My neighbor is trying to grow watermelon. Again. Being a squirrel, I watch her progress with considerable interest. Unfortunately, she is no gardener. Her failure stems from a lack of acreage and/or education; a watermelon requires its own mound and considerable distance between plants.
Suppose you were to have encountered a blindingly brilliant poem. For the sake of argument, let's say there is no argument; this was, flat out, one of the two or three greatest poems of our time. Chances are good that you read or heard the poem at a slam, reading, open mic or in a book, workshop or 'zine. Chances are good that fifteen seconds after those transcendental moments your reverie was broken by another poem. Chances are good that you've already spotted The Watermelon Problem.

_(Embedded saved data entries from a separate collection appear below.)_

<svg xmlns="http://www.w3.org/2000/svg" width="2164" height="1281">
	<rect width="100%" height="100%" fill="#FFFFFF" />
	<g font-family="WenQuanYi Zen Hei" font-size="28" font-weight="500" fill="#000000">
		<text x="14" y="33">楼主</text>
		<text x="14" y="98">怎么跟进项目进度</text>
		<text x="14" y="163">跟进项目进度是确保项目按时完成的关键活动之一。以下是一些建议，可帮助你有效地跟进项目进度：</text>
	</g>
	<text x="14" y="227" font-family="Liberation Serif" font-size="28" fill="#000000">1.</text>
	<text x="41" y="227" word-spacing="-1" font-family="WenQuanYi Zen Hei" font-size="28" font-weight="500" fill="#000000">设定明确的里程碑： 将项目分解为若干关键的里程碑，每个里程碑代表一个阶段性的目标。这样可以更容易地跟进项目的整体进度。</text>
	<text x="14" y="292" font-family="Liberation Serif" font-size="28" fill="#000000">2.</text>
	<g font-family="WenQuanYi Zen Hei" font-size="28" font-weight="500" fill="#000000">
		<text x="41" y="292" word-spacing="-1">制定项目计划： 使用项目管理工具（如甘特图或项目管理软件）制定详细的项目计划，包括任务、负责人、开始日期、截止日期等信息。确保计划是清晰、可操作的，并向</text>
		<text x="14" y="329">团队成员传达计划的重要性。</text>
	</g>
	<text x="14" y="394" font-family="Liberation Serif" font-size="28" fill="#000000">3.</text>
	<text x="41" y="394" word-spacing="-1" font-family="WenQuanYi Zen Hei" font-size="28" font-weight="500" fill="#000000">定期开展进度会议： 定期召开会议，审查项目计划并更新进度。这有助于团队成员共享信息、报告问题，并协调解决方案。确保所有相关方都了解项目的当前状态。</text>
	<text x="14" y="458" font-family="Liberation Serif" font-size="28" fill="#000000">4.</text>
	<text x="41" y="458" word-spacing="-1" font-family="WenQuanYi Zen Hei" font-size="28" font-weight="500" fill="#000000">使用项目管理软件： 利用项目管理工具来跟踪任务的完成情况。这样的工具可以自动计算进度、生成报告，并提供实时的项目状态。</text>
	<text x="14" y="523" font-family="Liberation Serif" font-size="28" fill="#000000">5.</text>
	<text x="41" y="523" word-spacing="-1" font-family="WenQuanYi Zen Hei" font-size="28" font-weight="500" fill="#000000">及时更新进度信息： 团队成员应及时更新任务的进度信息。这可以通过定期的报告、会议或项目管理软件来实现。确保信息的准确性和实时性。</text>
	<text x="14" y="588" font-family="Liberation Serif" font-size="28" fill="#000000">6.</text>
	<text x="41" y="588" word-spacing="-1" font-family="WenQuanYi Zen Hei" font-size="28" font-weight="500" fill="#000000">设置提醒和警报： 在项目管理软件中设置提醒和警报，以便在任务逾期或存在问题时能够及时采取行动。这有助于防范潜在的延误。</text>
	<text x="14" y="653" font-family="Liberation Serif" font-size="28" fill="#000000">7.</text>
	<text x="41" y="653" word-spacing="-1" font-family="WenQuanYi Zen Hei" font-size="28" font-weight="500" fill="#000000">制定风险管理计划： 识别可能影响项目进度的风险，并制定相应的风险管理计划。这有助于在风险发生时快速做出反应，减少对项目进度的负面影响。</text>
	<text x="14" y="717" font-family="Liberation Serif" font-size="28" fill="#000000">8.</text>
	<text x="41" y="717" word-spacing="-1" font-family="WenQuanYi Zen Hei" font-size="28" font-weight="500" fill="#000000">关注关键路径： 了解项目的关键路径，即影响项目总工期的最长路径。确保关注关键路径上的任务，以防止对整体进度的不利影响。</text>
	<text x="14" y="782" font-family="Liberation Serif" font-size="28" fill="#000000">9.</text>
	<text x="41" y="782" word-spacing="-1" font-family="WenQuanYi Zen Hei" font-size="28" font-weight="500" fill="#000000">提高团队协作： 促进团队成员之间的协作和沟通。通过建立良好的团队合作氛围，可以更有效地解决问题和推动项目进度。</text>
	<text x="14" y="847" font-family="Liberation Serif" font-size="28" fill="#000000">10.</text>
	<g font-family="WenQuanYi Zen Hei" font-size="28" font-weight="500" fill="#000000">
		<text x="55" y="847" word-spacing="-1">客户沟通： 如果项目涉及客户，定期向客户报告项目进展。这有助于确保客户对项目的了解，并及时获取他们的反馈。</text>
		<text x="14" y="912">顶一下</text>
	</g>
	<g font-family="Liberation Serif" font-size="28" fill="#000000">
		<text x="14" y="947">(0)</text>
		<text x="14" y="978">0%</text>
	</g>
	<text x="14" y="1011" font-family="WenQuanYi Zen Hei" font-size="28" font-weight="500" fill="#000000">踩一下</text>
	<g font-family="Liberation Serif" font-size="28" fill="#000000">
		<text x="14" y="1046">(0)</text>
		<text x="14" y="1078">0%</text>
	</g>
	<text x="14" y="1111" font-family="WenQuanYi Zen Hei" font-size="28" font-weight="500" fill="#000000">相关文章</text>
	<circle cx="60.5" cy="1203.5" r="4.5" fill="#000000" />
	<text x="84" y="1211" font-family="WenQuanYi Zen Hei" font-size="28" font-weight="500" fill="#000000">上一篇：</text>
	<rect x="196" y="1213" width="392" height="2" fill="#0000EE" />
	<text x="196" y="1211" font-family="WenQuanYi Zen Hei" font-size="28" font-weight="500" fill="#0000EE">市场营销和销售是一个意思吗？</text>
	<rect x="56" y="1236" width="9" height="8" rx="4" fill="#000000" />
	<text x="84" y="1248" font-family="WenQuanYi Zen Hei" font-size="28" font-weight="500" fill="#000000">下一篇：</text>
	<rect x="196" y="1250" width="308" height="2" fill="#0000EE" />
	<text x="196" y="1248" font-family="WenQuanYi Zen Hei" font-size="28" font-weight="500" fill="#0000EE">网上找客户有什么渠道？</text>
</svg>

Put such a poem anywhere near another and both will suffer from the juxtaposition. The lesser work is being upstaged while the better one creates, at best, a certain guilt by association or, at worst, a situation where proximity is profanity.
As an Editor-in-Chief of a premier literary magazine what do you do if such an unpublished poem drops into your lap? Yes, I know, you publish it, but where and how?
If you include it in your usual lineup of new poems, without comment, you might give people the impression that you don't recognize the difference between "good enough to publish" and spectacular. If you acknowledge the fact that this poem doesn't belong with the others you insult the rest of your lineup. Obvious solution: Create an unscheduled special edition featuring that poem and no other.
Give the watermelon its mound and space.
I should stop here but I can never quit while I'm ahead. The question arises: "What does it say when a periodical has no such special editions?"